Macron-Philippe taux de confiance mitigés dans l'opinion — Sondage

L'ancien Premier ministre Bernard Cazeneuve et son successeur Edouard Philippe à Matignon à Paris le 15 mai 2017

L'ancien Premier ministre Bernard Cazeneuve et son successeur Edouard Philippe à Matignon à Paris le 15 mai 2017

"Beaucoup plus que cette transparence absolue dont j'observe d'ailleurs qu'elle suscite questions, questions et questions", a poursuivi M. Philippe.

Le nouveau président de la République en a aussi profité pour livrer son discours de la méthode de l'action gouvernementale avec comme valeurs cardinales, la "solidarité", la "collégialité" et la "confidentialité". La parité y est respectée, avec onze femmes et onze hommes et autant de ministres de plein exercice de l'un comme de l'autre sexe, même si la présence du président et du Premier ministre fera pencher la balance du côté masculin.

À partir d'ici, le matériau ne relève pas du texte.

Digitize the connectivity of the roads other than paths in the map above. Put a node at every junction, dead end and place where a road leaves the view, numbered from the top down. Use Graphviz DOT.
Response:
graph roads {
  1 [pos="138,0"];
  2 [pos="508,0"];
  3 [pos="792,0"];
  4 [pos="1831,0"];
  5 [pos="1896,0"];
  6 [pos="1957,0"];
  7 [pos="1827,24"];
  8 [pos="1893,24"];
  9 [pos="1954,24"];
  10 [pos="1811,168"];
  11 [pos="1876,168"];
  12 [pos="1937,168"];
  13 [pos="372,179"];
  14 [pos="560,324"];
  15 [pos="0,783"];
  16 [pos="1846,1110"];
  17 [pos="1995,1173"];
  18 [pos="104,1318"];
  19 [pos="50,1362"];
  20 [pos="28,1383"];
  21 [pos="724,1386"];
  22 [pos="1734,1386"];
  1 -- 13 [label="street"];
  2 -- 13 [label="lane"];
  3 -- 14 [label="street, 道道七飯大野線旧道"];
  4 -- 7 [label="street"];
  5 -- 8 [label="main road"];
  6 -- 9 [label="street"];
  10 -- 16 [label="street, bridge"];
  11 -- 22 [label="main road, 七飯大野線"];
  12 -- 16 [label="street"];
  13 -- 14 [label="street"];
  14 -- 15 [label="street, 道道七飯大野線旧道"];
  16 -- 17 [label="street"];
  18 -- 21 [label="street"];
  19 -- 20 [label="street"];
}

"Les arbitrages quotidiens ou de moyen terme sont faits à Matignon".

Mais il en a soigneusement tenu compte lorsqu'il a composé son gouvernement avec son Premier ministre Edouard Philippe.

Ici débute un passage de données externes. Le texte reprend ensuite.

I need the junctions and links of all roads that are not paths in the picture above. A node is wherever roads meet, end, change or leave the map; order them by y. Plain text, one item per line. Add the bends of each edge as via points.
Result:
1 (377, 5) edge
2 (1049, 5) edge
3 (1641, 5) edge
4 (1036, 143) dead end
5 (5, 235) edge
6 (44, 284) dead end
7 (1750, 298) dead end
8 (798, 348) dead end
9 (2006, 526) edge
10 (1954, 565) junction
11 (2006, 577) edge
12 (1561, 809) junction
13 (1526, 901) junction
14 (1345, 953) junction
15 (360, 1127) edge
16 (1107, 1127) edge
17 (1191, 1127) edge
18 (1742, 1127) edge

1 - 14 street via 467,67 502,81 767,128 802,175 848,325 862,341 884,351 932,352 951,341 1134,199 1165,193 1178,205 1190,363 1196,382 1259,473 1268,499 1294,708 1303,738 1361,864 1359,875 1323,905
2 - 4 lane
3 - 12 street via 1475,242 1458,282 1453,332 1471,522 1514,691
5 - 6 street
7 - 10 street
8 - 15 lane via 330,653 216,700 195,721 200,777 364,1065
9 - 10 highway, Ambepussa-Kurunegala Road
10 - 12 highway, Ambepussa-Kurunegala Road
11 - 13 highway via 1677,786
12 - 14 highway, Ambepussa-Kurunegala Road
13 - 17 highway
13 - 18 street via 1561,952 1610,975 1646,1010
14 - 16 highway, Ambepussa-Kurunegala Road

Emmanuel Macron a aussi expliqué aux ministres que le chef de l'Etat devait fixer la stratégie, donner le cap et tenir l'équilibre des institutions et que le Premier ministre devait arbitrer. "J'en suis le garant et, là-dessus, je serai intraitable", a-t-il souligné, toujours selon Christophe Castaner. La diversité des parcours est aussi à noter: l'équipe ne compte que deux énarques (Bruno Le Maire et Sylvie Goulard), trois avec le premier ministre.

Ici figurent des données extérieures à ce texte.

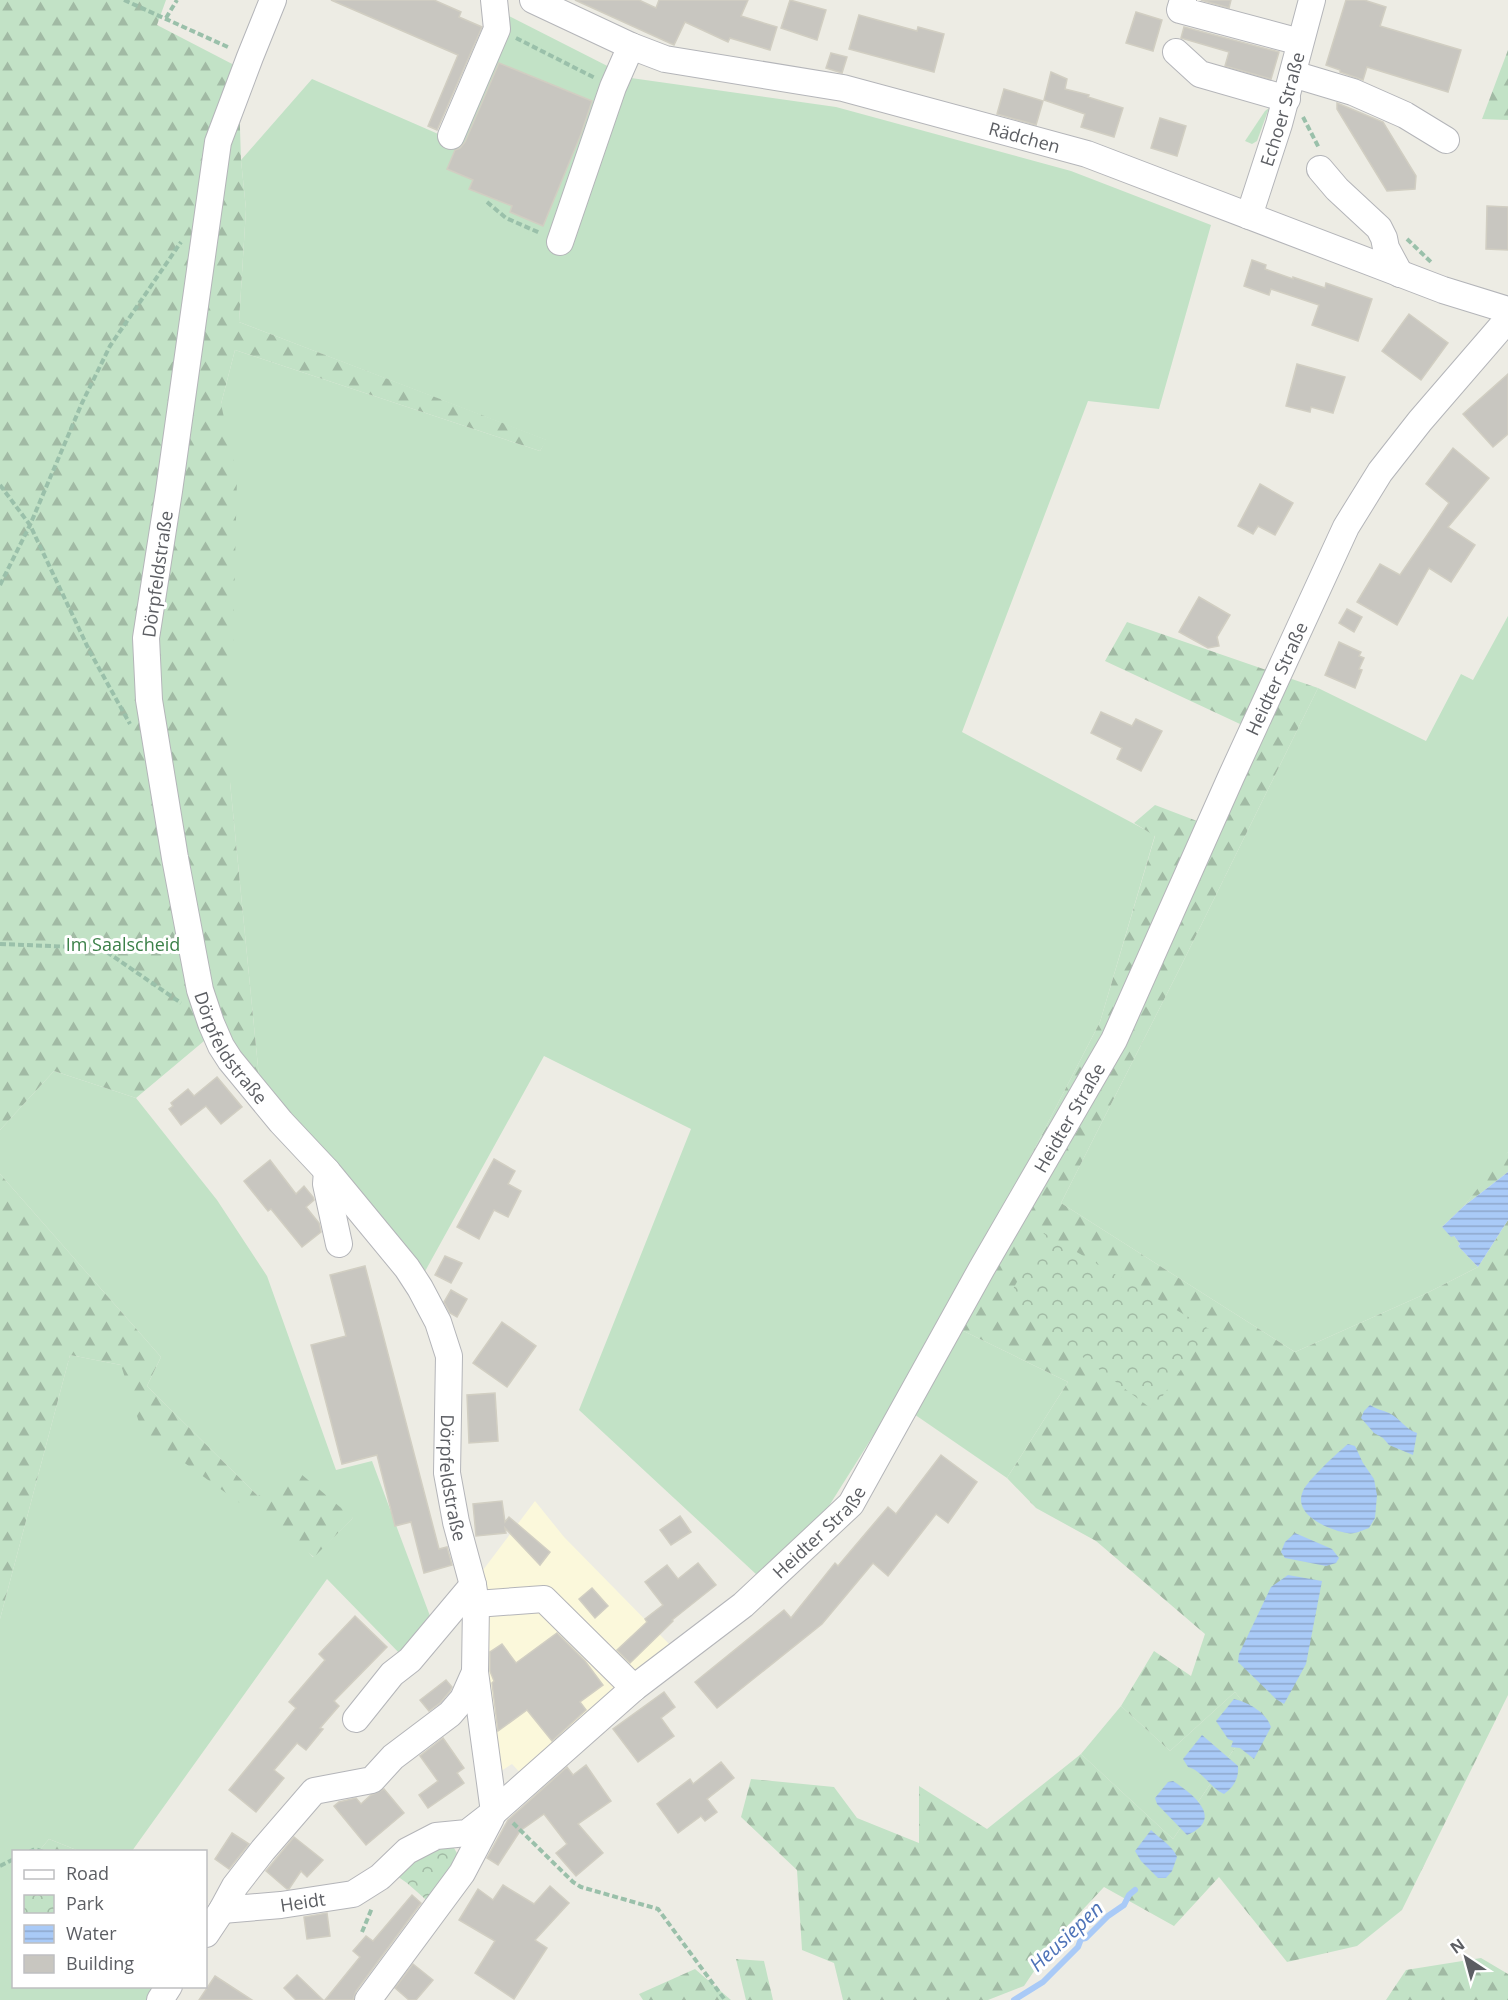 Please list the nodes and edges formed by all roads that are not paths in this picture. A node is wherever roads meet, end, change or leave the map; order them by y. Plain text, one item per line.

Sibeth Ndiaye, qui ne fait pas partie du gouvernement mais est la conseillère en communication du Président, a aussi été aperçue à l'Elysée. Lire son portrait et le point sur les enjeux de son secrétariat d'Etat. Seulement 45% des Français font confiance au nouveau président et 36% à Édouard Philippe, selon le premier baromètre Elabe.

Avec 23 membres, dont 18 ministres et 4 secrétaires d'Etat, contre 38 dans le gouvernement Cazeneuve, le gouvernement est un des plus resserrés de la Ve République.

"Les ministres sont des militants de la majorité présidentielle, ils ne sont plus les militants de tel ou tel parti politique", a-t-il martelé.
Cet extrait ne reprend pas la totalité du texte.